Below are some records. Print all of them exactly as they appear.
[DATASET ENTRIES Boundary: Start]
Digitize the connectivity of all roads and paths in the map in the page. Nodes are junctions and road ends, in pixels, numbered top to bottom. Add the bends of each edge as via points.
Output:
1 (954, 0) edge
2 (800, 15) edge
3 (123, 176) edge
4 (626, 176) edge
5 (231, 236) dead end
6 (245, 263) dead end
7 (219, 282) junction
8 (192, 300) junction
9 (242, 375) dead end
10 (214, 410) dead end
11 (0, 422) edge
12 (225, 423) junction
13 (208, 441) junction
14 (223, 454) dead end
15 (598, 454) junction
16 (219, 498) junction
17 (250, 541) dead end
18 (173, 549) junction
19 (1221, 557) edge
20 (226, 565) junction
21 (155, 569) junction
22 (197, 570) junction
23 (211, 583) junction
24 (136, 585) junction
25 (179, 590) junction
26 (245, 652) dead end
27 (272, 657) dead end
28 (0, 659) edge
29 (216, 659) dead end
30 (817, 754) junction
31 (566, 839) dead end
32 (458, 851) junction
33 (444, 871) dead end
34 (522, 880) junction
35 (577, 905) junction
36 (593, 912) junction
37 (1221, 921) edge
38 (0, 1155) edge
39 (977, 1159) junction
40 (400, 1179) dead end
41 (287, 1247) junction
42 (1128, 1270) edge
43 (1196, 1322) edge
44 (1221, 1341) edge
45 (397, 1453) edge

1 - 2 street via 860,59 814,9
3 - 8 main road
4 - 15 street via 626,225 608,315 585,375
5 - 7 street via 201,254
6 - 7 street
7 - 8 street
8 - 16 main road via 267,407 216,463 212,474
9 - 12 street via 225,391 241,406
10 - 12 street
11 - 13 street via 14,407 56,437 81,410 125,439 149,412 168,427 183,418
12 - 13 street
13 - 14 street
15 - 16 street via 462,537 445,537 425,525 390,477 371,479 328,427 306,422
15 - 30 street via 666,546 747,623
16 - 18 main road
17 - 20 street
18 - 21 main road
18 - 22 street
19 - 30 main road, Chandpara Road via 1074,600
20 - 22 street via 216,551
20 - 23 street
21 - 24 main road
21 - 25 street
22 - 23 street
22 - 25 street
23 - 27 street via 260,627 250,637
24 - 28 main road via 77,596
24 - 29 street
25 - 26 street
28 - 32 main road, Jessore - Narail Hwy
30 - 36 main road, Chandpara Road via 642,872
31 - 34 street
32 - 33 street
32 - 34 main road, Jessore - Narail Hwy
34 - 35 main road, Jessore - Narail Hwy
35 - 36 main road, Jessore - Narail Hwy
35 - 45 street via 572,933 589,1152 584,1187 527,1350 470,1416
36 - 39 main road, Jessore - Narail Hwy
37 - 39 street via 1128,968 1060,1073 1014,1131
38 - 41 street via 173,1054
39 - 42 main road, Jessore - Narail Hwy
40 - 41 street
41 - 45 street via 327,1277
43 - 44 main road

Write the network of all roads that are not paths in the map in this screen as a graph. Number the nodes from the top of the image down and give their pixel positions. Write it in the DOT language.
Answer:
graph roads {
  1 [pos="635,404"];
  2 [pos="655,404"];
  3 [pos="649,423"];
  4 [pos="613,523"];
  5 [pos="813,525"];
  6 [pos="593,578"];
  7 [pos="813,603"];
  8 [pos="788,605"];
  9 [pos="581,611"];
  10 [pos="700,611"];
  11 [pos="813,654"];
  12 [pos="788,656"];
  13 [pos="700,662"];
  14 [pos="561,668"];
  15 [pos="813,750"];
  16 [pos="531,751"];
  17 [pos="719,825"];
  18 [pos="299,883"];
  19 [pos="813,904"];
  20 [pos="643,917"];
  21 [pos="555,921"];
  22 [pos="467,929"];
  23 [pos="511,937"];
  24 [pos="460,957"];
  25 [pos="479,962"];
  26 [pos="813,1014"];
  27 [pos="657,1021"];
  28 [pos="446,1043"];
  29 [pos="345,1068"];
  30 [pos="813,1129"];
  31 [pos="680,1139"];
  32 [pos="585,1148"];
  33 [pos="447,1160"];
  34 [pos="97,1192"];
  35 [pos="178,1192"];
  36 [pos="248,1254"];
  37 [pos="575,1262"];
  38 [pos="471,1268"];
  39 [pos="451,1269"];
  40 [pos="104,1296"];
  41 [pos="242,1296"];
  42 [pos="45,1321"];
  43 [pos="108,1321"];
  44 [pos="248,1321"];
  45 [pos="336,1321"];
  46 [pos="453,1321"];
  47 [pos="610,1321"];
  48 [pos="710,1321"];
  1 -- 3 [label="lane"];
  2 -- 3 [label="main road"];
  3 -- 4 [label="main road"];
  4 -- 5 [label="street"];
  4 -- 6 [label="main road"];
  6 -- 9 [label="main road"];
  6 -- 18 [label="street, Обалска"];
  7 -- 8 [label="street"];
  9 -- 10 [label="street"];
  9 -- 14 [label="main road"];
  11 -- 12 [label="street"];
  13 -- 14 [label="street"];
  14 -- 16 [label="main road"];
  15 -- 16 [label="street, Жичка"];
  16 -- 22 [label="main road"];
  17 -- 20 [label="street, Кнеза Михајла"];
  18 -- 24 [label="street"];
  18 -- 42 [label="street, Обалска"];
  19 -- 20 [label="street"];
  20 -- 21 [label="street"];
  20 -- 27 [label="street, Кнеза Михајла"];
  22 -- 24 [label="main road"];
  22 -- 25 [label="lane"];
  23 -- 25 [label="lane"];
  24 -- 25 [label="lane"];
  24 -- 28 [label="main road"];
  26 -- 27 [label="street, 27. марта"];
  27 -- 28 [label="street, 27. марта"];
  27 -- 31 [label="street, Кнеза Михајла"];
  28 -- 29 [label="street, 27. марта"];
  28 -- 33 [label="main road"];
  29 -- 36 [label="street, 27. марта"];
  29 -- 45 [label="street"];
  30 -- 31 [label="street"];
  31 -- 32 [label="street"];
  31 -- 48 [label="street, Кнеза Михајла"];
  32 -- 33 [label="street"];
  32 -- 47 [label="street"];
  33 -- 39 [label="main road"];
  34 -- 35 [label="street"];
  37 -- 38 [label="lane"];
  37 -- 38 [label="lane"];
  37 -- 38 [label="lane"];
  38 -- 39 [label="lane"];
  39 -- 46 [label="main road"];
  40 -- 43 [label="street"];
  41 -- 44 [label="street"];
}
[DATASET ENTRIES Boundary: End]
> _FINISHED TASK_
Digitize the connectivity of all roads and paths in the map in the page. Nodes are junctions and road ends, in pixels, numbered top to bottom. Add the bends of each edge as via points.
Output:
1 (954, 0) edge
2 (800, 15) edge
3 (123, 176) edge
4 (626, 176) edge
5 (231, 236) dead end
6 (245, 263) dead end
7 (219, 282) junction
8 (192, 300) junction
9 (242, 375) dead end
10 (214, 410) dead end
11 (0, 422) edge
12 (225, 423) junction
13 (208, 441) junction
14 (223, 454) dead end
15 (598, 454) junction
16 (219, 498) junction
17 (250, 541) dead end
18 (173, 549) junction
19 (1221, 557) edge
20 (226, 565) junction
21 (155, 569) junction
22 (197, 570) junction
23 (211, 583) junction
24 (136, 585) junction
25 (179, 590) junction
26 (245, 652) dead end
27 (272, 657) dead end
28 (0, 659) edge
29 (216, 659) dead end
30 (817, 754) junction
31 (566, 839) dead end
32 (458, 851) junction
33 (444, 871) dead end
34 (522, 880) junction
35 (577, 905) junction
36 (593, 912) junction
37 (1221, 921) edge
38 (0, 1155) edge
39 (977, 1159) junction
40 (400, 1179) dead end
41 (287, 1247) junction
42 (1128, 1270) edge
43 (1196, 1322) edge
44 (1221, 1341) edge
45 (397, 1453) edge

1 - 2 street via 860,59 814,9
3 - 8 main road
4 - 15 street via 626,225 608,315 585,375
5 - 7 street via 201,254
6 - 7 street
7 - 8 street
8 - 16 main road via 267,407 216,463 212,474
9 - 12 street via 225,391 241,406
10 - 12 street
11 - 13 street via 14,407 56,437 81,410 125,439 149,412 168,427 183,418
12 - 13 street
13 - 14 street
15 - 16 street via 462,537 445,537 425,525 390,477 371,479 328,427 306,422
15 - 30 street via 666,546 747,623
16 - 18 main road
17 - 20 street
18 - 21 main road
18 - 22 street
19 - 30 main road, Chandpara Road via 1074,600
20 - 22 street via 216,551
20 - 23 street
21 - 24 main road
21 - 25 street
22 - 23 street
22 - 25 street
23 - 27 street via 260,627 250,637
24 - 28 main road via 77,596
24 - 29 street
25 - 26 street
28 - 32 main road, Jessore - Narail Hwy
30 - 36 main road, Chandpara Road via 642,872
31 - 34 street
32 - 33 street
32 - 34 main road, Jessore - Narail Hwy
34 - 35 main road, Jessore - Narail Hwy
35 - 36 main road, Jessore - Narail Hwy
35 - 45 street via 572,933 589,1152 584,1187 527,1350 470,1416
36 - 39 main road, Jessore - Narail Hwy
37 - 39 street via 1128,968 1060,1073 1014,1131
38 - 41 street via 173,1054
39 - 42 main road, Jessore - Narail Hwy
40 - 41 street
41 - 45 street via 327,1277
43 - 44 main road

Write the network of all roads that are not paths in the map in this screen as a graph. Number the nodes from the top of the image down and give their pixel positions. Write it in the DOT language.
Answer:
graph roads {
  1 [pos="635,404"];
  2 [pos="655,404"];
  3 [pos="649,423"];
  4 [pos="613,523"];
  5 [pos="813,525"];
  6 [pos="593,578"];
  7 [pos="813,603"];
  8 [pos="788,605"];
  9 [pos="581,611"];
  10 [pos="700,611"];
  11 [pos="813,654"];
  12 [pos="788,656"];
  13 [pos="700,662"];
  14 [pos="561,668"];
  15 [pos="813,750"];
  16 [pos="531,751"];
  17 [pos="719,825"];
  18 [pos="299,883"];
  19 [pos="813,904"];
  20 [pos="643,917"];
  21 [pos="555,921"];
  22 [pos="467,929"];
  23 [pos="511,937"];
  24 [pos="460,957"];
  25 [pos="479,962"];
  26 [pos="813,1014"];
  27 [pos="657,1021"];
  28 [pos="446,1043"];
  29 [pos="345,1068"];
  30 [pos="813,1129"];
  31 [pos="680,1139"];
  32 [pos="585,1148"];
  33 [pos="447,1160"];
  34 [pos="97,1192"];
  35 [pos="178,1192"];
  36 [pos="248,1254"];
  37 [pos="575,1262"];
  38 [pos="471,1268"];
  39 [pos="451,1269"];
  40 [pos="104,1296"];
  41 [pos="242,1296"];
  42 [pos="45,1321"];
  43 [pos="108,1321"];
  44 [pos="248,1321"];
  45 [pos="336,1321"];
  46 [pos="453,1321"];
  47 [pos="610,1321"];
  48 [pos="710,1321"];
  1 -- 3 [label="lane"];
  2 -- 3 [label="main road"];
  3 -- 4 [label="main road"];
  4 -- 5 [label="street"];
  4 -- 6 [label="main road"];
  6 -- 9 [label="main road"];
  6 -- 18 [label="street, Обалска"];
  7 -- 8 [label="street"];
  9 -- 10 [label="street"];
  9 -- 14 [label="main road"];
  11 -- 12 [label="street"];
  13 -- 14 [label="street"];
  14 -- 16 [label="main road"];
  15 -- 16 [label="street, Жичка"];
  16 -- 22 [label="main road"];
  17 -- 20 [label="street, Кнеза Михајла"];
  18 -- 24 [label="street"];
  18 -- 42 [label="street, Обалска"];
  19 -- 20 [label="street"];
  20 -- 21 [label="street"];
  20 -- 27 [label="street, Кнеза Михајла"];
  22 -- 24 [label="main road"];
  22 -- 25 [label="lane"];
  23 -- 25 [label="lane"];
  24 -- 25 [label="lane"];
  24 -- 28 [label="main road"];
  26 -- 27 [label="street, 27. марта"];
  27 -- 28 [label="street, 27. марта"];
  27 -- 31 [label="street, Кнеза Михајла"];
  28 -- 29 [label="street, 27. марта"];
  28 -- 33 [label="main road"];
  29 -- 36 [label="street, 27. марта"];
  29 -- 45 [label="street"];
  30 -- 31 [label="street"];
  31 -- 32 [label="street"];
  31 -- 48 [label="street, Кнеза Михајла"];
  32 -- 33 [label="street"];
  32 -- 47 [label="street"];
  33 -- 39 [label="main road"];
  34 -- 35 [label="street"];
  37 -- 38 [label="lane"];
  37 -- 38 [label="lane"];
  37 -- 38 [label="lane"];
  38 -- 39 [label="lane"];
  39 -- 46 [label="main road"];
  40 -- 43 [label="street"];
  41 -- 44 [label="street"];
}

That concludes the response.